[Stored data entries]
===============
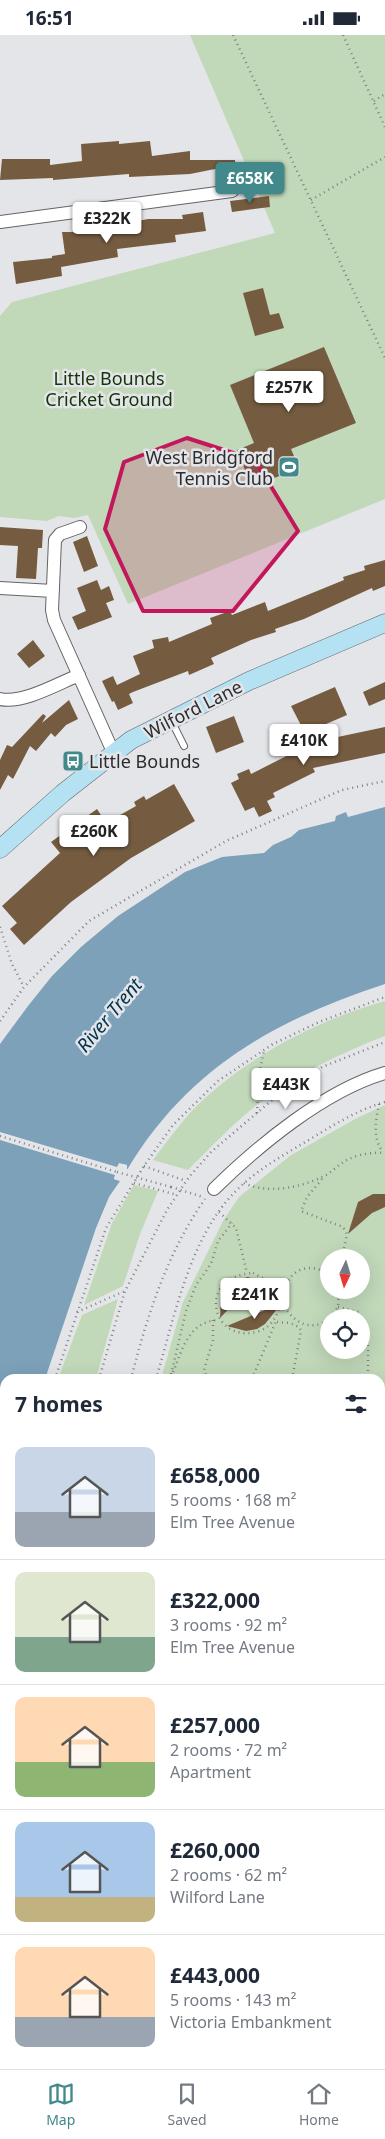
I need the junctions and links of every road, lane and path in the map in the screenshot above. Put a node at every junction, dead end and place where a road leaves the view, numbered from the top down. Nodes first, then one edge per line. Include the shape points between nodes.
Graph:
1 (233, 35) edge
2 (343, 35) edge
3 (385, 94) edge
4 (374, 101) junction
5 (385, 127) edge
6 (385, 157) edge
7 (232, 191) dead end
8 (311, 200) junction
9 (0, 222) edge
10 (385, 357) edge
11 (80, 527) dead end
12 (0, 588) edge
13 (53, 591) junction
14 (385, 623) edge
15 (79, 675) junction
16 (0, 699) edge
17 (171, 719) junction
18 (184, 746) dead end
19 (114, 753) junction
20 (385, 781) edge
21 (0, 849) edge
22 (0, 927) edge
23 (24, 987) junction
24 (385, 997) edge
25 (0, 1021) edge
26 (385, 1042) edge
27 (264, 1050) junction
28 (385, 1073) edge
29 (385, 1102) edge
30 (380, 1103) junction
31 (257, 1113) junction
32 (0, 1136) edge
33 (384, 1153) edge
34 (144, 1166) junction
35 (324, 1177) junction
36 (186, 1181) junction
37 (134, 1183) junction
38 (244, 1183) junction
39 (180, 1189) junction
40 (210, 1194) junction
41 (177, 1195) junction
42 (218, 1211) junction
43 (232, 1223) junction
44 (344, 1249) edge
45 (320, 1270) edge
46 (247, 1273) junction
47 (125, 1291) junction
48 (338, 1299) edge
49 (281, 1301) junction
50 (338, 1307) joint
51 (345, 1309) edge
52 (77, 1312) junction
53 (212, 1320) junction
54 (219, 1320) dead end
55 (276, 1321) junction
56 (320, 1324) edge
57 (368, 1359) edge
58 (57, 1374) edge
59 (100, 1374) edge
60 (132, 1374) edge
61 (157, 1374) edge
62 (171, 1374) edge
63 (172, 1374) edge
64 (206, 1374) edge
65 (254, 1374) edge
66 (293, 1374) edge
67 (368, 1374) edge

1 - 8 path
2 - 4 path
3 - 4 path
4 - 5 path
6 - 8 path
7 - 9 street
8 - 10 path
11 - 13 street via 55,539
12 - 13 street
13 - 15 street via 54,620
14 - 17 main road, Wilford Lane via 248,681
15 - 16 street via 20,699
15 - 19 street
17 - 18 lane
17 - 19 main road, Wilford Lane
19 - 21 main road, Wilford Lane
20 - 23 path via 342,790 194,858 89,921
22 - 23 path via 12,964
23 - 25 path
24 - 27 path via 319,1022
26 - 31 path via 322,1067 278,1095
27 - 31 path
27 - 34 path via 218,1081 174,1125
28 - 40 street via 359,1083 302,1116 267,1141
29 - 30 path
30 - 33 path via 376,1136
30 - 38 path via 337,1123
31 - 36 path via 211,1152
32 - 39 path, bridge
33 - 35 path via 350,1158
34 - 36 path
34 - 37 path
35 - 38 path via 266,1189 255,1189
35 - 44 path via 307,1197 301,1211 342,1227 347,1234
36 - 39 path
37 - 41 path
37 - 52 path via 106,1228
38 - 42 path
39 - 40 path
39 - 41 path
40 - 60 path via 196,1213 162,1279 146,1319
41 - 47 path
42 - 43 path
42 - 61 path via 200,1243 183,1288
43 - 46 path
43 - 62 path via 218,1241 211,1264 196,1285 186,1311
45 - 49 path via 305,1268 296,1272 285,1285
46 - 49 path via 270,1282
46 - 55 path via 229,1278 219,1290 216,1308 220,1319 234,1333 248,1334
47 - 52 path
47 - 59 path
48 - 50 path
49 - 55 path
49 - 56 path via 288,1314 300,1323
50 - 51 path
52 - 58 path
53 - 54 path
53 - 63 path via 199,1324 189,1334
53 - 64 path via 213,1339
55 - 65 path
55 - 66 path via 290,1323 301,1331
57 - 67 path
===============
The output must match the records word for word, except that no pictures appear.

I need the junctions and links of every road, lane and path in the map in the screenshot above. Put a node at every junction, dead end and place where a road leaves the view, numbered from the top down. Nodes first, then one edge per line. Include the shape points between nodes.
Graph:
1 (233, 35) edge
2 (343, 35) edge
3 (385, 94) edge
4 (374, 101) junction
5 (385, 127) edge
6 (385, 157) edge
7 (232, 191) dead end
8 (311, 200) junction
9 (0, 222) edge
10 (385, 357) edge
11 (80, 527) dead end
12 (0, 588) edge
13 (53, 591) junction
14 (385, 623) edge
15 (79, 675) junction
16 (0, 699) edge
17 (171, 719) junction
18 (184, 746) dead end
19 (114, 753) junction
20 (385, 781) edge
21 (0, 849) edge
22 (0, 927) edge
23 (24, 987) junction
24 (385, 997) edge
25 (0, 1021) edge
26 (385, 1042) edge
27 (264, 1050) junction
28 (385, 1073) edge
29 (385, 1102) edge
30 (380, 1103) junction
31 (257, 1113) junction
32 (0, 1136) edge
33 (384, 1153) edge
34 (144, 1166) junction
35 (324, 1177) junction
36 (186, 1181) junction
37 (134, 1183) junction
38 (244, 1183) junction
39 (180, 1189) junction
40 (210, 1194) junction
41 (177, 1195) junction
42 (218, 1211) junction
43 (232, 1223) junction
44 (344, 1249) edge
45 (320, 1270) edge
46 (247, 1273) junction
47 (125, 1291) junction
48 (338, 1299) edge
49 (281, 1301) junction
50 (338, 1307) joint
51 (345, 1309) edge
52 (77, 1312) junction
53 (212, 1320) junction
54 (219, 1320) dead end
55 (276, 1321) junction
56 (320, 1324) edge
57 (368, 1359) edge
58 (57, 1374) edge
59 (100, 1374) edge
60 (132, 1374) edge
61 (157, 1374) edge
62 (171, 1374) edge
63 (172, 1374) edge
64 (206, 1374) edge
65 (254, 1374) edge
66 (293, 1374) edge
67 (368, 1374) edge

1 - 8 path
2 - 4 path
3 - 4 path
4 - 5 path
6 - 8 path
7 - 9 street
8 - 10 path
11 - 13 street via 55,539
12 - 13 street
13 - 15 street via 54,620
14 - 17 main road, Wilford Lane via 248,681
15 - 16 street via 20,699
15 - 19 street
17 - 18 lane
17 - 19 main road, Wilford Lane
19 - 21 main road, Wilford Lane
20 - 23 path via 342,790 194,858 89,921
22 - 23 path via 12,964
23 - 25 path
24 - 27 path via 319,1022
26 - 31 path via 322,1067 278,1095
27 - 31 path
27 - 34 path via 218,1081 174,1125
28 - 40 street via 359,1083 302,1116 267,1141
29 - 30 path
30 - 33 path via 376,1136
30 - 38 path via 337,1123
31 - 36 path via 211,1152
32 - 39 path, bridge
33 - 35 path via 350,1158
34 - 36 path
34 - 37 path
35 - 38 path via 266,1189 255,1189
35 - 44 path via 307,1197 301,1211 342,1227 347,1234
36 - 39 path
37 - 41 path
37 - 52 path via 106,1228
38 - 42 path
39 - 40 path
39 - 41 path
40 - 60 path via 196,1213 162,1279 146,1319
41 - 47 path
42 - 43 path
42 - 61 path via 200,1243 183,1288
43 - 46 path
43 - 62 path via 218,1241 211,1264 196,1285 186,1311
45 - 49 path via 305,1268 296,1272 285,1285
46 - 49 path via 270,1282
46 - 55 path via 229,1278 219,1290 216,1308 220,1319 234,1333 248,1334
47 - 52 path
47 - 59 path
48 - 50 path
49 - 55 path
49 - 56 path via 288,1314 300,1323
50 - 51 path
52 - 58 path
53 - 54 path
53 - 63 path via 199,1324 189,1334
53 - 64 path via 213,1339
55 - 65 path
55 - 66 path via 290,1323 301,1331
57 - 67 path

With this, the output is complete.